Memangnya kenapa dengan lulusan SMA yang tidak lanjut kuliah? Bukan suatu hal yang memalukan kok. Karena pasti masing-masing orang punya alasannya sendiri. Teman-teman saya, dan juga beberapa orang di lingkungan saya banyak yang hanya lulusan SMA. Dan hidupnya berjalan normal saja. Alasan mereka juga beragam.

Ada yang memang tidak melanjutkan pendidikan karena ingin meneruskan usaha keluarga, ada yang ingin langsung bekerja, ada yang tidak mampu secara finansial, bahkan ada juga mungkin yang langsung menikah. Semuanya wajar saja.

Apakah dari para lulusan SMA ini ada yang sukses dan jadi kaya raya? Banyak. Karena lahirnya sebuah kesuksesan tidak bisa kita ukur hanya mengandalkan ijazah SMA.

Ibu saya juga lulusan SMA, setelah lulus beliau langsung bekerja di sebuah perusahaan minyak di Indonesia ini. Hampir dua puluh tahun beliau berkarir sampai akhirnya rela keluar kerja karena mengikuti bapak saya yang dipindah tugaskan ke Jawa.

Saya juga begitu. Saya memang sudah berniat tidak akan kuliah selepas SMA. Sempat bekerja sebagai waitress, operator telepon, resepsionis sampai akhirnya jadi tim marketing di sebuah layanan tv berbayar. Dari situ saya malah bisa jadi seorang corporate negotiator bahkan jadi reporter sebelum akhirnya saya mengundurkan diri dan mulai bekerja dari rumah.

Biasa saja tuh, tidak ada yang tidak wajar sepertinya. Saya malah mengagumi beberapa teman saya yang juga bermodal ijazah SMA tapi bisa meraih kebahagiaan sepenuhnya. Malah sering juga kita jumpai para lulusan SMA ini lebih sukses daripada yang sarjana.

Lho, kok bisa? Ya bisalah.

* Beberapa orang yang merasa pilihan bidangnya terbatas karena hanya berijazah SMA akan menjadi orang yang sangat menghargai profesi dan pekerjaan yang mereka dapat. Pernah kan lihat atau mungkin mengenal karyawan toko yang masa kerjanya sudah tahunan?

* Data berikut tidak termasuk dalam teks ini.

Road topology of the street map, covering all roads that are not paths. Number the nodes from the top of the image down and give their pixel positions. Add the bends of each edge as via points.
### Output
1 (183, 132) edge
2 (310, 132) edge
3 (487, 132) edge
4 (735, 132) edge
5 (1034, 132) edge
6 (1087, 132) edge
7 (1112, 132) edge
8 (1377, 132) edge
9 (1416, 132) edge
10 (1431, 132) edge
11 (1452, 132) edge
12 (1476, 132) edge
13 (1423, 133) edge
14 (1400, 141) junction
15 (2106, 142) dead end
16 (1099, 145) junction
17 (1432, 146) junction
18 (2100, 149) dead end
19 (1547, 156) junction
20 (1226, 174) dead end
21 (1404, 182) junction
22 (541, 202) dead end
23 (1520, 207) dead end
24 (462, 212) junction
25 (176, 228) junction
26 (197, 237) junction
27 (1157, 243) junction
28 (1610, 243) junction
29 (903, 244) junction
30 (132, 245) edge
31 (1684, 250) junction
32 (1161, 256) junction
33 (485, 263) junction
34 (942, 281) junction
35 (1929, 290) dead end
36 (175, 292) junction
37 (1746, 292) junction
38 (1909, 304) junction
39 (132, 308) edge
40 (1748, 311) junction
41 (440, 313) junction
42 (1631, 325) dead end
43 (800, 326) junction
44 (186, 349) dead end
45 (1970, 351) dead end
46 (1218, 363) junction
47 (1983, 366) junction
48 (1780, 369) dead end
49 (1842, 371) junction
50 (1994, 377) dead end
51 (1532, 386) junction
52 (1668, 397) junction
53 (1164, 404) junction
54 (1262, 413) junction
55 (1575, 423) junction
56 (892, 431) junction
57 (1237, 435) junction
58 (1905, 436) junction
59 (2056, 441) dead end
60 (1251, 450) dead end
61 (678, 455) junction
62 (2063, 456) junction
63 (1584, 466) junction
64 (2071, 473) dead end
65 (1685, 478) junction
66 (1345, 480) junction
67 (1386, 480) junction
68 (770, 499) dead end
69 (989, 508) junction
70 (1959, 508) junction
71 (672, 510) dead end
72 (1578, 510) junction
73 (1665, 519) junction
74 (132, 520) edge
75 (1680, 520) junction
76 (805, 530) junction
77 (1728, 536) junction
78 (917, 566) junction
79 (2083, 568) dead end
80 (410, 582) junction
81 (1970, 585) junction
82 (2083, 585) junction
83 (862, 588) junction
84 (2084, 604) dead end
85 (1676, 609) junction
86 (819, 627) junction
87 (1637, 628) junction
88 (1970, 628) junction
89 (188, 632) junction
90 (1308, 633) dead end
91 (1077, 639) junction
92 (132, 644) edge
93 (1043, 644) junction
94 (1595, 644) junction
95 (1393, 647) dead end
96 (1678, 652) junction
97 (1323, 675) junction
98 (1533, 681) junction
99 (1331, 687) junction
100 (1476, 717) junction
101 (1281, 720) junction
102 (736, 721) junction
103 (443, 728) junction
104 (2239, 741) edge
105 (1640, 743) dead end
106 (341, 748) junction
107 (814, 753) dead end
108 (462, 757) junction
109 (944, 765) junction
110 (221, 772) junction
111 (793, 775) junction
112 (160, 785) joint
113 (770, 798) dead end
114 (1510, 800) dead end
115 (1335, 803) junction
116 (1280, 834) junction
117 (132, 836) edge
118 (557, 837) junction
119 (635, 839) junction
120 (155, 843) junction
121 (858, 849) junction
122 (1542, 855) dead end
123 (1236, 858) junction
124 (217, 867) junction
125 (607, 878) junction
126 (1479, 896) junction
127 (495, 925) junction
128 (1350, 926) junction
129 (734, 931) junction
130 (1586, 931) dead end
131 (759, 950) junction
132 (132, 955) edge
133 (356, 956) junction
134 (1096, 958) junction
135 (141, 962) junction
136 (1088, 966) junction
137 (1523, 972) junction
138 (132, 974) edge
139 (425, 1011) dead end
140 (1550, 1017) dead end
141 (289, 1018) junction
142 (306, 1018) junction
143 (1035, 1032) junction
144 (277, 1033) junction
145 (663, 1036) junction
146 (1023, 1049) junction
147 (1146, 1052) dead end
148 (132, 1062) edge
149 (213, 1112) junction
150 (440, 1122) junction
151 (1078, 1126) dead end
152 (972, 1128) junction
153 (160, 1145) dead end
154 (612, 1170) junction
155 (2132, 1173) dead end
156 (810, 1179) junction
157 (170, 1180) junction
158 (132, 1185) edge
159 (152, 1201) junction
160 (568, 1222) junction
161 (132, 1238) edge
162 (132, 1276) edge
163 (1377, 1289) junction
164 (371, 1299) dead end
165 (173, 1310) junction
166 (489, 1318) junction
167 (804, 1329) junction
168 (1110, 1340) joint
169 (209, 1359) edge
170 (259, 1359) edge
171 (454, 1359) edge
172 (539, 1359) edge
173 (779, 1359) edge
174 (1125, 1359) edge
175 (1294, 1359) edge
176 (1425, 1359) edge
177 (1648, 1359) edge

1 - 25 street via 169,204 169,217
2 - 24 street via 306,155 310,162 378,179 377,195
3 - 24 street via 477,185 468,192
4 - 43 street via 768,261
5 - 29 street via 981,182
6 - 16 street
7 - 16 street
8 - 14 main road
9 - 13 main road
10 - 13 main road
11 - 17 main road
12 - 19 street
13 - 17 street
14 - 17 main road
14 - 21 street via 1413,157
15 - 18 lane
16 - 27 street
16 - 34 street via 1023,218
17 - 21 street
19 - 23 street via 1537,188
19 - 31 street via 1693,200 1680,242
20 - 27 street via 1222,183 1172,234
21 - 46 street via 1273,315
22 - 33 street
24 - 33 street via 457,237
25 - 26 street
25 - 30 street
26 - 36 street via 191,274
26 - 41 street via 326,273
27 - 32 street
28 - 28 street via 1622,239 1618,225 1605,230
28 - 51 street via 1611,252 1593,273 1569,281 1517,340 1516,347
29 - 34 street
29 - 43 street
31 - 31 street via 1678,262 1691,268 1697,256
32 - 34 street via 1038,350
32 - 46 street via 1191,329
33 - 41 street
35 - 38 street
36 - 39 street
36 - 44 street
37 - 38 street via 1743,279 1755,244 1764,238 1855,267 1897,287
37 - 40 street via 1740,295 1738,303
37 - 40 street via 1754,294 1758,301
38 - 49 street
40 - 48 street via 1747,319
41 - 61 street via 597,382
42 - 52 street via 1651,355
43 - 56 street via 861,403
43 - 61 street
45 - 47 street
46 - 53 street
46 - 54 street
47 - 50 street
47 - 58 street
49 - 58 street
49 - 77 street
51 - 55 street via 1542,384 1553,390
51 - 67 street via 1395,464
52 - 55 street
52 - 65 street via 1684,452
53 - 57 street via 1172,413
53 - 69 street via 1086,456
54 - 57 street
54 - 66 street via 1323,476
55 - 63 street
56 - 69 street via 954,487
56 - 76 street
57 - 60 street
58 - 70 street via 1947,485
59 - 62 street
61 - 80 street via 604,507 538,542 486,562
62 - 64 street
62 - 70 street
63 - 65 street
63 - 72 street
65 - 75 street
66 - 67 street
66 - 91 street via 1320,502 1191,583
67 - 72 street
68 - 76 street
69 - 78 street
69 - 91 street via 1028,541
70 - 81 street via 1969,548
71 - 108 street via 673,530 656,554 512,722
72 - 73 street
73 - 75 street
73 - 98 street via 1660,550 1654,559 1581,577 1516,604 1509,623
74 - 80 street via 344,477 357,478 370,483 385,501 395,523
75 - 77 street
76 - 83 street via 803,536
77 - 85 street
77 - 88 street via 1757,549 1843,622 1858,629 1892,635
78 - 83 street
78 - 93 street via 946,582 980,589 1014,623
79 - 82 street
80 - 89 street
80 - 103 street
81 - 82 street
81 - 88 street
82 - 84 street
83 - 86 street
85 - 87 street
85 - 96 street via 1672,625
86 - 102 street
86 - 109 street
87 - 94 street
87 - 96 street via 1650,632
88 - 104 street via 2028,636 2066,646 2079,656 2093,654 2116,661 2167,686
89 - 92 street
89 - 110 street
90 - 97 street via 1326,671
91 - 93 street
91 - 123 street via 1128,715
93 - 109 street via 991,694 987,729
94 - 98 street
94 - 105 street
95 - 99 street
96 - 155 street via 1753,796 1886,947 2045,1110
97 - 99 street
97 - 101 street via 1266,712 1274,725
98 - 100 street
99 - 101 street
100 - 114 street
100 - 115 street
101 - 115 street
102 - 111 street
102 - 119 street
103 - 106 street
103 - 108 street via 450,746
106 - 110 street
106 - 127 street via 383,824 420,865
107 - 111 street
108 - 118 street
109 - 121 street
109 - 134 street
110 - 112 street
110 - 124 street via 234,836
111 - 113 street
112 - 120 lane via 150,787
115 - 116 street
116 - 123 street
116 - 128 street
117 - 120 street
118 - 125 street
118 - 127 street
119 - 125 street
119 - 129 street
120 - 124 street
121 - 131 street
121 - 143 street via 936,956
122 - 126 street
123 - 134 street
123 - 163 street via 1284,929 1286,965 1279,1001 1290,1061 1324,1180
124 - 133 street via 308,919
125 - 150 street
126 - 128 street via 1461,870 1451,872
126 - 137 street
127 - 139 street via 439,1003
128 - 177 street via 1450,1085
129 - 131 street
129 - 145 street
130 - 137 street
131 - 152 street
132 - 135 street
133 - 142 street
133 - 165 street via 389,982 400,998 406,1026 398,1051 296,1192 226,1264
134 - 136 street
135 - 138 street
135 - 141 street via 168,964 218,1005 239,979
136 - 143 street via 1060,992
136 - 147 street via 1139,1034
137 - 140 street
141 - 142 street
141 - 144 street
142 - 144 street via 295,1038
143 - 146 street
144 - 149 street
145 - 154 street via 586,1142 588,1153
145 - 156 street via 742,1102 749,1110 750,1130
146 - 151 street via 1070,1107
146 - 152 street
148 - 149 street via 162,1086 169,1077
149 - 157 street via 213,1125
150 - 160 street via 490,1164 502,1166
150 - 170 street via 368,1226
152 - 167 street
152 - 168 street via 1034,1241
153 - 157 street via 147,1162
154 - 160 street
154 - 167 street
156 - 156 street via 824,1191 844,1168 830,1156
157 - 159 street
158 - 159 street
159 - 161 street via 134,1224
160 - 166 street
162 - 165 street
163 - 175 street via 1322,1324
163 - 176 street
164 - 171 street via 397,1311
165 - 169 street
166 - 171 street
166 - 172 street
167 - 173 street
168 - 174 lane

Atau juga karyawan pabrik yang kerja sejak lulus SMA sampai sekarang berusia di atas tiga puluh tahun?

* Attitude itu nilainya di atas ijazah. Jadi walau kuliah sudah sampai strata dua atau tiga tapi kamu tidak punya sopan santun dan etika, bisa bubar jaya pekerjaanmu. Dan ini benar terjadi, banyak contohnya yang sering mengalami terpaksa mengundurkan diri dari pekerjaan atau bahkan dipecat hanya karena punya tingkah laku yang bablas. Tingkat pendidikanmu  bisa saja lebih tinggi dari yang lulusan SMA, tapi bisa jadi akhlak mereka jauh lebih tinggi daripada kamu.

* Pada dasarnya tidak ada pekerjaan yang pantas untuk kita perolok. Apapun pekerjaan orang otomatis itu adalah pilihan dan tanggung jawabnya. Selama tidak merugikan kita, kenapa kita harus memandang rendah?

Saat beberapa hari yang lalu ramai di Twitter tentang sebuah utas yang bercerita bahwa ada seorang mahasiswi farmasi sebuah universitas ternama di daerah Sumatera yang mengirim pesan bernada merendahkan seseorang yang bekerja sebagai kasir dan hanya lulusan Sekolah Menengah Kejuruan (SMK).

Dia membanggakan orangtuanya yang kaya raya, membanggakan diri bisa kuliah di universitas beken tapi mengolok-olok seorang yang jelas-jelas sudah bekerja dan tidak lagi merepotkan orang tuanya.

Permasalahan ini belum diulas lagi, entah bagaimana awal mula permasalahannya sehingga menjadikan keluarnya hinaan-hinaan itu. Namun apapun alasannya, bagi saya merendahkan tingkat pendidikan dan pekerjaan orang lain adalah contoh betapa rendahnya moral kita.

Kalau memang sedang ada masalah ya kenapa tidak fokus sama masalahnya saja? Kenapa harus bawa-bawa soal latar belakang pendidikan? Memangnya dia lulus sekolah jadi ngerepotin elu? Memangnya dia jadi kasir jadi ngeribetin hidup elu? Jatuhnya malah elu yang lebih hina daripada orang yang dihina. Ya kan?

Saya percaya, apapun pendidikanmu asal kamu selalu bertanggung jawab atas semua pilihanmu, asalkan tingkah lakumu tidak menyakiti orang lain maka kehormatan itu akan datang dengan sendirinya.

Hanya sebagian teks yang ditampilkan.